ENTRIES PROVIDED:
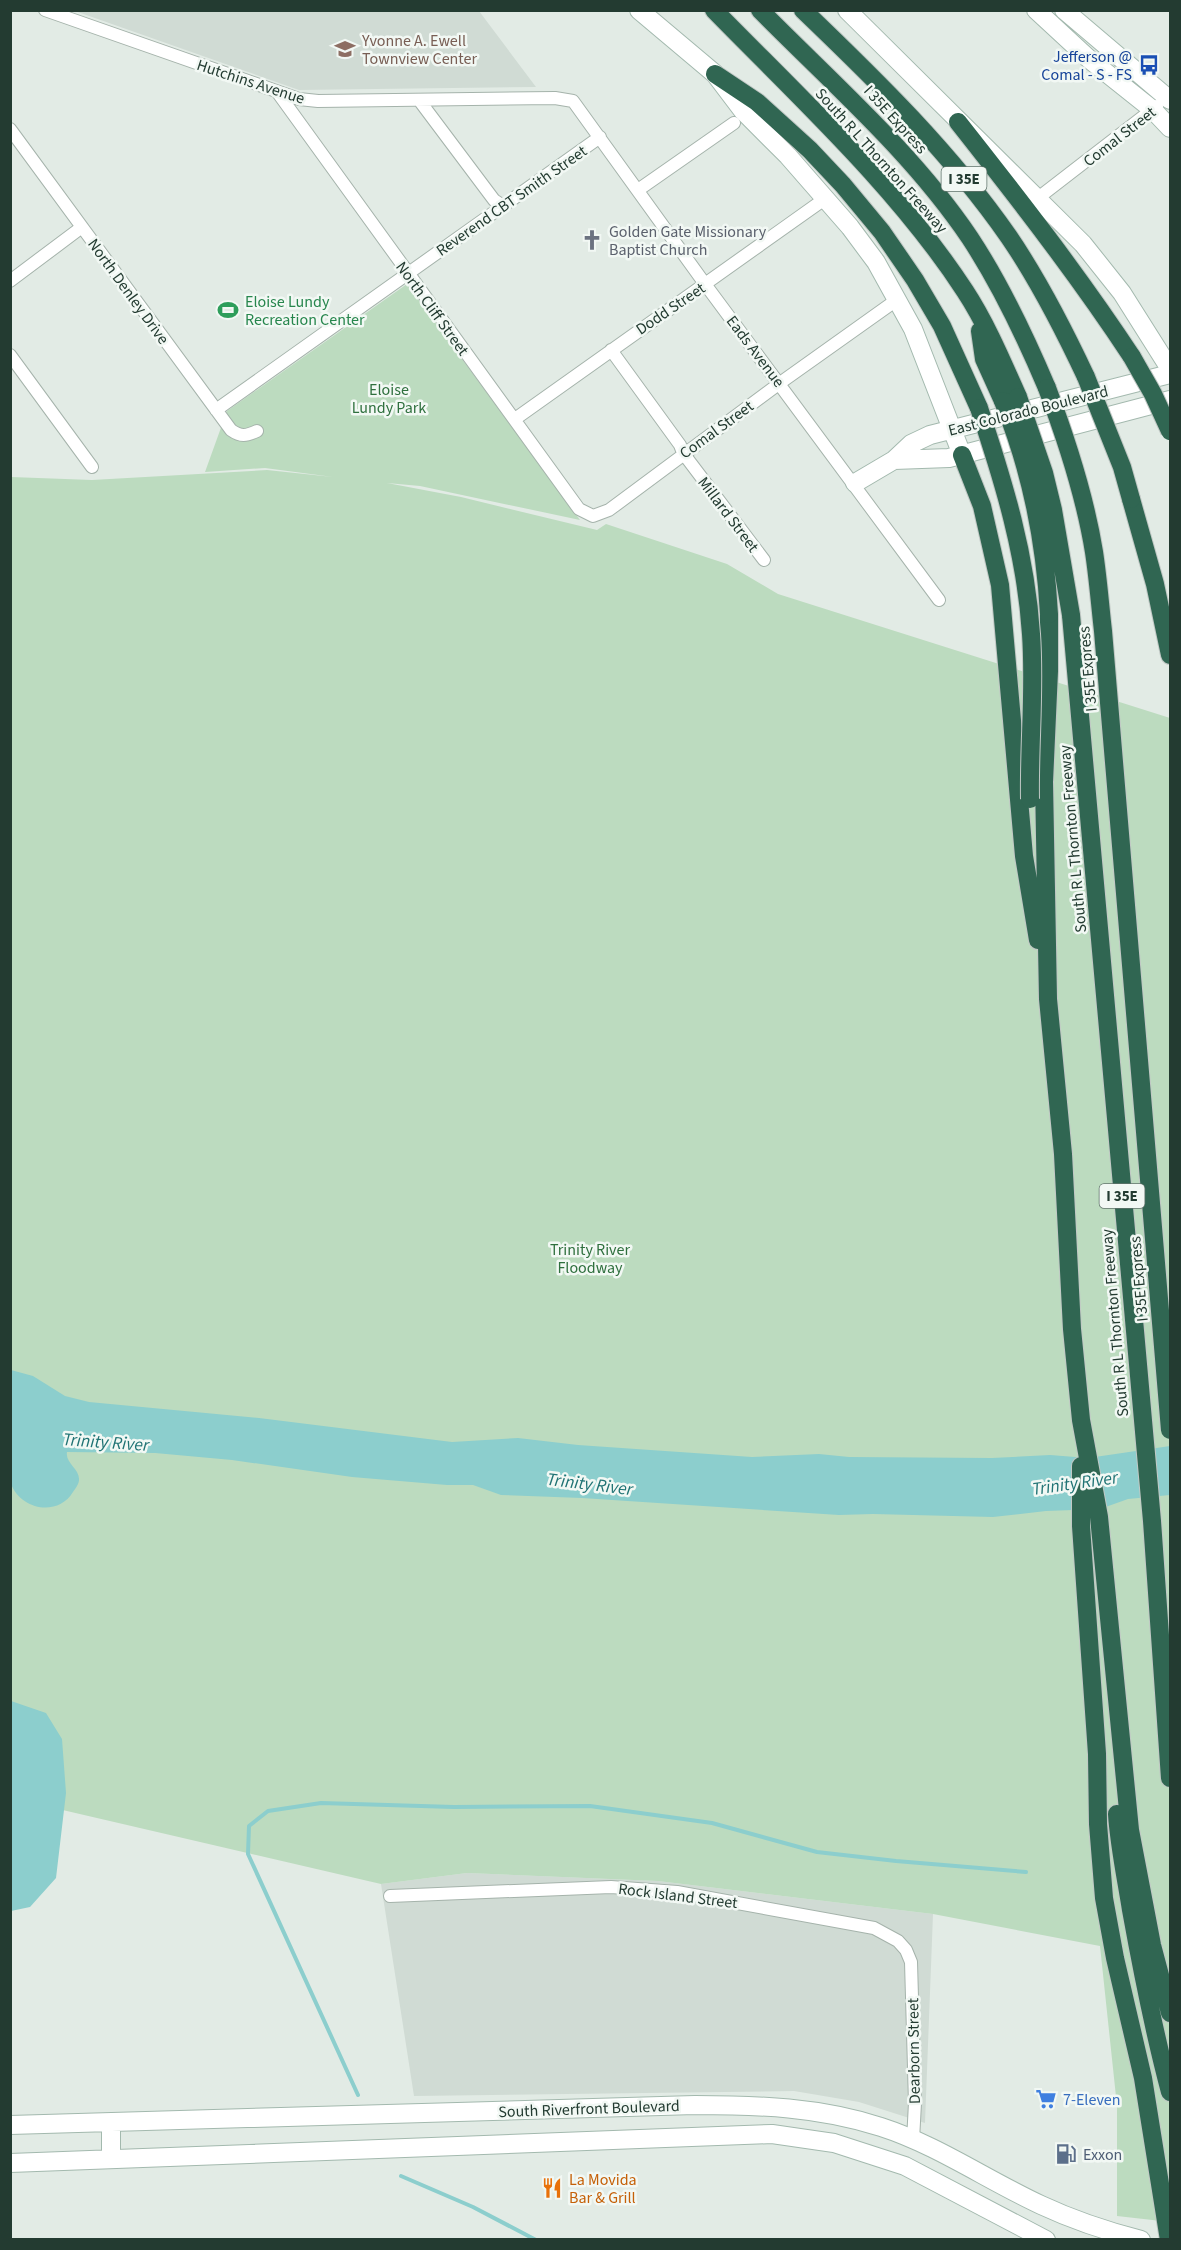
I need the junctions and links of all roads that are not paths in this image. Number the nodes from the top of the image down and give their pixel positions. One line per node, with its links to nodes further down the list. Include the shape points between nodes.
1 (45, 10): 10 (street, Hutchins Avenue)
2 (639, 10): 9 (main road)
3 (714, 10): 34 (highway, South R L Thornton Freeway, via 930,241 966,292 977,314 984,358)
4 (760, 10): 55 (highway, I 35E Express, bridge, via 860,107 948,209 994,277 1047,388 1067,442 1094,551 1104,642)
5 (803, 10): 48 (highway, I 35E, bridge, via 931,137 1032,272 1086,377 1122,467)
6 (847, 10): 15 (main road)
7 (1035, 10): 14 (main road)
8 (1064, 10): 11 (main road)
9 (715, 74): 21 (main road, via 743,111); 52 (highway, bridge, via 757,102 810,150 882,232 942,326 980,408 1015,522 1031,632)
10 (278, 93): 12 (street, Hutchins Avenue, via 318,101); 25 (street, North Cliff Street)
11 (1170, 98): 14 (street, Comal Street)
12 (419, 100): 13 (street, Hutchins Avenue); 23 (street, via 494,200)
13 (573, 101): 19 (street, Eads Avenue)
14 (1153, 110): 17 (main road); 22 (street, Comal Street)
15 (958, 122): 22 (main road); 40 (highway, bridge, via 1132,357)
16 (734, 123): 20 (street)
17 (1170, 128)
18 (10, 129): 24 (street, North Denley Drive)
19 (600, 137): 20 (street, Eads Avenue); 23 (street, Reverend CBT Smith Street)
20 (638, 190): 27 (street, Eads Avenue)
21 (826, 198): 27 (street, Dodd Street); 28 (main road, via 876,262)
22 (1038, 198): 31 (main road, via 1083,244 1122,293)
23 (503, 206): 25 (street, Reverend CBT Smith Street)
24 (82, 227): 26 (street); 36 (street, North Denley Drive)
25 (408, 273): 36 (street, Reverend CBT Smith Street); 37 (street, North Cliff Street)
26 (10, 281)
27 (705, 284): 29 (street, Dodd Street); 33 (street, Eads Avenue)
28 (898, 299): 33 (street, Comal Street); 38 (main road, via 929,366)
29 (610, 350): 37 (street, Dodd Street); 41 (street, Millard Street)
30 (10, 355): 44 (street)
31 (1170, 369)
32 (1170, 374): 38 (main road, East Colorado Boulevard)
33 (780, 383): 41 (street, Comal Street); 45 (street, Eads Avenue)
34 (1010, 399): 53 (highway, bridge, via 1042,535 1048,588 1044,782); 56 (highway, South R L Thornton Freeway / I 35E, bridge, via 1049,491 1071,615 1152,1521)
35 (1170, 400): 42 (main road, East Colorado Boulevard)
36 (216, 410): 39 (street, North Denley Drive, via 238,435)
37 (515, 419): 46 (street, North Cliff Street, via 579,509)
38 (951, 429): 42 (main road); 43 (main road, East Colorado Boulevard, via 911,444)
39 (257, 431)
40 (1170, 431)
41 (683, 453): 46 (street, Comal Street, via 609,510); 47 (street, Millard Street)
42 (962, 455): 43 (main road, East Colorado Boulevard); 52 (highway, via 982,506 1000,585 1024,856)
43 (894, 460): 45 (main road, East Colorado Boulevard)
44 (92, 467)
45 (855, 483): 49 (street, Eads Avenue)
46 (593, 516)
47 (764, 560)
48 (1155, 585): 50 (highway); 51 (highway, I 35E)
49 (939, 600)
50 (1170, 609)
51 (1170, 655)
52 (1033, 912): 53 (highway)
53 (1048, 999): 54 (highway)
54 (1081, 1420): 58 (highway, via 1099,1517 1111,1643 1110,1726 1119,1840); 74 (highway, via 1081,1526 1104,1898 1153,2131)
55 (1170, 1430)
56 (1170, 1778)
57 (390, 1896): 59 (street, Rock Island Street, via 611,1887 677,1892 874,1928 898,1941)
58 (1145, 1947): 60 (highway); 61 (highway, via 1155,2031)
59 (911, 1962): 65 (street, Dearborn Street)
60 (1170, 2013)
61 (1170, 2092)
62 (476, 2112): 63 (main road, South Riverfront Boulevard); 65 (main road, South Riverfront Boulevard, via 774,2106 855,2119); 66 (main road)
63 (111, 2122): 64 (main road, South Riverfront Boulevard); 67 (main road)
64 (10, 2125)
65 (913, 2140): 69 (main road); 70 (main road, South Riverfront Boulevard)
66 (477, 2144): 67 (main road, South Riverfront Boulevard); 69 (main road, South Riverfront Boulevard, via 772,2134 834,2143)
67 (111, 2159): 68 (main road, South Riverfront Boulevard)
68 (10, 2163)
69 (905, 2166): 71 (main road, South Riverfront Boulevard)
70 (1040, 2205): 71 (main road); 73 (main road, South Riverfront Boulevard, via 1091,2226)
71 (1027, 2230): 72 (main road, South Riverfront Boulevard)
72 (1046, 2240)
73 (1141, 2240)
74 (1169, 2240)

TASK:
Only the number should be given: the count of lines above that hold the word "Dodd".

RESPONSE AREA:
3